▶ **DIRECTIONS**
For the string "roads", find every matching line in the records and copy it.

^^^^

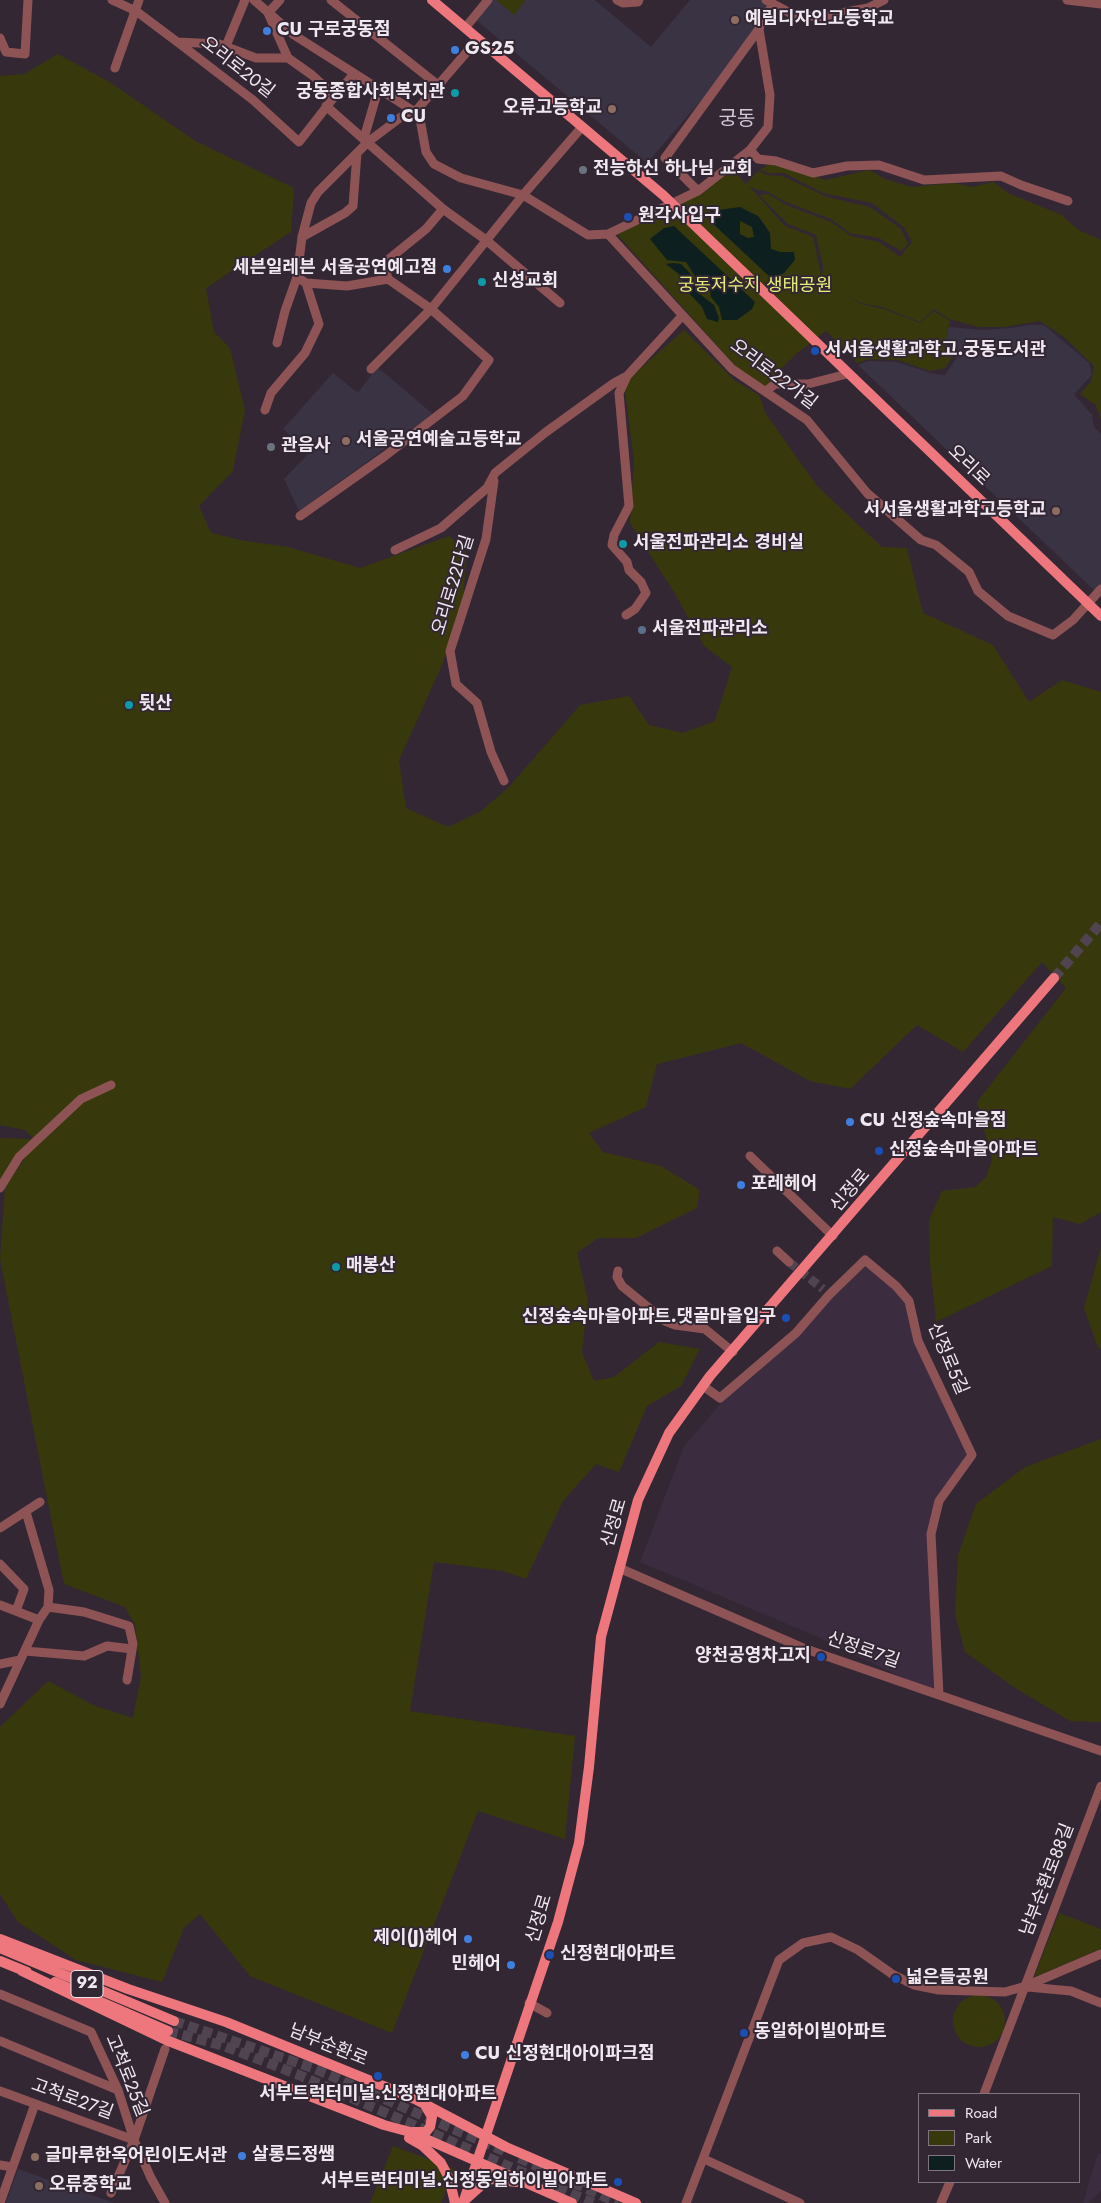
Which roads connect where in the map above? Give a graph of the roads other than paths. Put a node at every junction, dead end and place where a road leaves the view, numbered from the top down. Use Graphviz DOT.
graph roads {
  1 [pos="28,0"];
  2 [pos="112,0"];
  3 [pos="139,0"];
  4 [pos="245,0"];
  5 [pos="254,0"];
  6 [pos="280,0"];
  7 [pos="331,0"];
  8 [pos="432,0"];
  9 [pos="488,0"];
  10 [pos="616,0"];
  11 [pos="639,0"];
  12 [pos="884,0"];
  13 [pos="1067,0"];
  14 [pos="769,3"];
  15 [pos="1101,4"];
  16 [pos="136,12"];
  17 [pos="268,14"];
  18 [pos="465,28"];
  19 [pos="759,30"];
  20 [pos="0,38"];
  21 [pos="478,39"];
  22 [pos="177,42"];
  23 [pos="226,46"];
  24 [pos="288,58"];
  25 [pos="115,68"];
  26 [pos="353,74"];
  27 [pos="438,86"];
  28 [pos="378,90"];
  29 [pos="335,96"];
  30 [pos="326,106"];
  31 [pos="415,112"];
  32 [pos="582,127"];
  33 [pos="366,140"];
  34 [pos="750,150"];
  35 [pos="357,153"];
  36 [pos="698,191"];
  37 [pos="523,195"];
  38 [pos="1068,201"];
  39 [pos="671,202"];
  40 [pos="443,210"];
  41 [pos="608,234"];
  42 [pos="302,237"];
  43 [pos="486,240"];
  44 [pos="297,277"];
  45 [pos="388,279"];
  46 [pos="306,283"];
  47 [pos="560,303"];
  48 [pos="430,309"];
  49 [pos="682,316"];
  50 [pos="277,343"];
  51 [pos="371,370"];
  52 [pos="847,374"];
  53 [pos="627,376"];
  54 [pos="766,391"];
  55 [pos="265,410"];
  56 [pos="495,474"];
  57 [pos="300,516"];
  58 [pos="395,550"];
  59 [pos="1101,589"];
  60 [pos="1087,603"];
  61 [pos="626,615"];
  62 [pos="1101,616"];
  63 [pos="504,781"];
  64 [pos="1054,978"];
  65 [pos="111,1085"];
  66 [pos="750,1156"];
  67 [pos="0,1188"];
  68 [pos="833,1236"];
  69 [pos="776,1251"];
  70 [pos="789,1262"];
  71 [pos="618,1271"];
  72 [pos="733,1352"];
  73 [pos="703,1386"];
  74 [pos="40,1502"];
  75 [pos="26,1512"];
  76 [pos="0,1528"];
  77 [pos="0,1564"];
  78 [pos="619,1568"];
  79 [pos="0,1605"];
  80 [pos="48,1607"];
  81 [pos="16,1611"];
  82 [pos="38,1620"];
  83 [pos="132,1649"];
  84 [pos="25,1650"];
  85 [pos="20,1660"];
  86 [pos="0,1664"];
  87 [pos="127,1680"];
  88 [pos="939,1695"];
  89 [pos="0,1704"];
  90 [pos="1101,1751"];
  91 [pos="1101,1786"];
  92 [pos="0,1939"];
  93 [pos="0,1948"];
  94 [pos="1101,1954"];
  95 [pos="0,1962"];
  96 [pos="22,1971"];
  97 [pos="1026,1986"];
  98 [pos="0,1994"];
  99 [pos="529,2003"];
  100 [pos="1101,2003"];
  101 [pos="547,2013"];
  102 [pos="174,2021"];
  103 [pos="168,2031"];
  104 [pos="0,2041"];
  105 [pos="165,2048"];
  106 [pos="118,2090"];
  107 [pos="0,2091"];
  108 [pos="984,2093"];
  109 [pos="35,2104"];
  110 [pos="425,2104"];
  111 [pos="384,2125"];
  112 [pos="410,2132"];
  113 [pos="484,2135"];
  114 [pos="134,2140"];
  115 [pos="704,2159"];
  116 [pos="476,2161"];
  117 [pos="0,2165"];
  118 [pos="12,2168"];
  119 [pos="527,2183"];
  120 [pos="950,2183"];
  121 [pos="111,2193"];
  122 [pos="460,2202"];
  123 [pos="943,2202"];
  124 [pos="0,2203"];
  125 [pos="166,2203"];
  126 [pos="572,2203"];
  127 [pos="636,2203"];
  128 [pos="686,2203"];
  129 [pos="800,2203"];
  1 -- 20 [label="street"];
  2 -- 16 [label="street, 오리로20길"];
  3 -- 16 [label="street"];
  4 -- 23 [label="street, 오리로20길"];
  5 -- 17 [label="street"];
  6 -- 17 [label="street"];
  7 -- 27 [label="street"];
  8 -- 18 [label="main road, 오리로"];
  9 -- 18 [label="street"];
  10 -- 11 [label="street"];
  12 -- 14 [label="street"];
  13 -- 15 [label="street"];
  14 -- 19 [label="street"];
  16 -- 22 [label="street, 오리로20길"];
  16 -- 25 [label="street"];
  17 -- 24 [label="street"];
  17 -- 26 [label="street"];
  18 -- 21 [label="main road, 오리로"];
  19 -- 34 [label="street"];
  19 -- 36 [label="street"];
  21 -- 27 [label="street"];
  21 -- 32 [label="main road, 오리로"];
  22 -- 23 [label="street, 오리로20길"];
  22 -- 30 [label="street, 오리로20길"];
  23 -- 24 [label="street, 오리로20길"];
  24 -- 29 [label="street"];
  26 -- 28 [label="street"];
  26 -- 29 [label="street, 오리로20길"];
  27 -- 31 [label="street"];
  28 -- 31 [label="street"];
  28 -- 33 [label="street"];
  29 -- 30 [label="street, 오리로20길"];
  30 -- 33 [label="street"];
  31 -- 33 [label="street"];
  31 -- 37 [label="street"];
  32 -- 37 [label="street"];
  32 -- 39 [label="main road, 오리로"];
  33 -- 35 [label="street"];
  33 -- 40 [label="street"];
  34 -- 36 [label="street"];
  34 -- 38 [label="street"];
  35 -- 42 [label="street"];
  35 -- 42 [label="street"];
  36 -- 39 [label="street"];
  37 -- 41 [label="street"];
  37 -- 43 [label="street"];
  39 -- 41 [label="street"];
  39 -- 52 [label="main road, 오리로"];
  40 -- 43 [label="street"];
  40 -- 45 [label="street"];
  41 -- 49 [label="street, 오리로22가길"];
  42 -- 44 [label="street"];
  43 -- 47 [label="street"];
  43 -- 48 [label="street"];
  44 -- 46 [label="street"];
  44 -- 50 [label="street"];
  45 -- 46 [label="street"];
  45 -- 48 [label="street"];
  46 -- 55 [label="street"];
  48 -- 51 [label="street"];
  48 -- 57 [label="street"];
  49 -- 53 [label="street, 오리로22다길"];
  49 -- 54 [label="street, 오리로22가길"];
  52 -- 54 [label="street"];
  52 -- 60 [label="main road, 오리로"];
  53 -- 56 [label="street, 오리로22다길"];
  53 -- 61 [label="street, 오리로22다길"];
  54 -- 60 [label="street, 오리로22가길"];
  56 -- 58 [label="street, 오리로22다길"];
  56 -- 63 [label="street, 오리로22다길"];
  59 -- 60 [label="street"];
  60 -- 62 [label="main road, 오리로"];
  64 -- 68 [label="main road, 신정로"];
  65 -- 67 [label="street"];
  66 -- 68 [label="street"];
  68 -- 72 [label="main road, 신정로"];
  69 -- 70 [label="street"];
  71 -- 72 [label="street"];
  72 -- 73 [label="main road, 신정로"];
  73 -- 78 [label="main road, 신정로"];
  73 -- 88 [label="street, 신정로5길"];
  74 -- 75 [label="street"];
  75 -- 76 [label="street"];
  75 -- 80 [label="street"];
  77 -- 81 [label="street"];
  78 -- 88 [label="street, 신정로7길"];
  78 -- 99 [label="main road, 신정로"];
  79 -- 81 [label="street"];
  80 -- 82 [label="street"];
  80 -- 83 [label="street"];
  81 -- 82 [label="street"];
  82 -- 84 [label="street"];
  83 -- 84 [label="street"];
  83 -- 87 [label="street"];
  84 -- 85 [label="street"];
  85 -- 86 [label="street"];
  85 -- 89 [label="street"];
  88 -- 90 [label="street, 신정로7길"];
  91 -- 97 [label="street, 남부순환로88길"];
  92 -- 110 [label="main road, 남부순환로"];
  93 -- 102 [label="main road, 92"];
  94 -- 97 [label="street"];
  95 -- 96 [label="main road, 92"];
  96 -- 103 [label="main road, 92"];
  96 -- 111 [label="main road"];
  97 -- 100 [label="street"];
  97 -- 108 [label="street, 남부순환로88길"];
  97 -- 115 [label="street"];
  98 -- 106 [label="street, 고척로25길"];
  99 -- 101 [label="street"];
  99 -- 113 [label="main road, 신정로"];
  104 -- 106 [label="street, 고척로27길"];
  105 -- 114 [label="street"];
  106 -- 114 [label="street, 고척로25길"];
  107 -- 109 [label="street, 고척로27길"];
  109 -- 114 [label="street, 고척로27길"];
  109 -- 118 [label="street"];
  110 -- 112 [label="main road"];
  110 -- 113 [label="main road, 남부순환로"];
  111 -- 112 [label="main road"];
  111 -- 122 [label="main road"];
  112 -- 116 [label="main road"];
  113 -- 116 [label="main road, 신정로"];
  113 -- 127 [label="main road, 남부순환로"];
  114 -- 121 [label="street"];
  114 -- 125 [label="street, 고척로25길"];
  115 -- 128 [label="street"];
  115 -- 129 [label="street"];
  116 -- 119 [label="main road"];
  116 -- 122 [label="main road, 신정로"];
  117 -- 118 [label="street"];
  118 -- 124 [label="street"];
  119 -- 122 [label="main road"];
  119 -- 126 [label="main road"];
  120 -- 123 [label="street"];
}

^^^^

▶ **OUTPUT OF THE EXERCISE**
Which roads connect where in the map above? Give a graph of the roads other than paths. Put a node at every junction, dead end and place where a road leaves the view, numbered from the top down. Use Graphviz DOT.
graph roads {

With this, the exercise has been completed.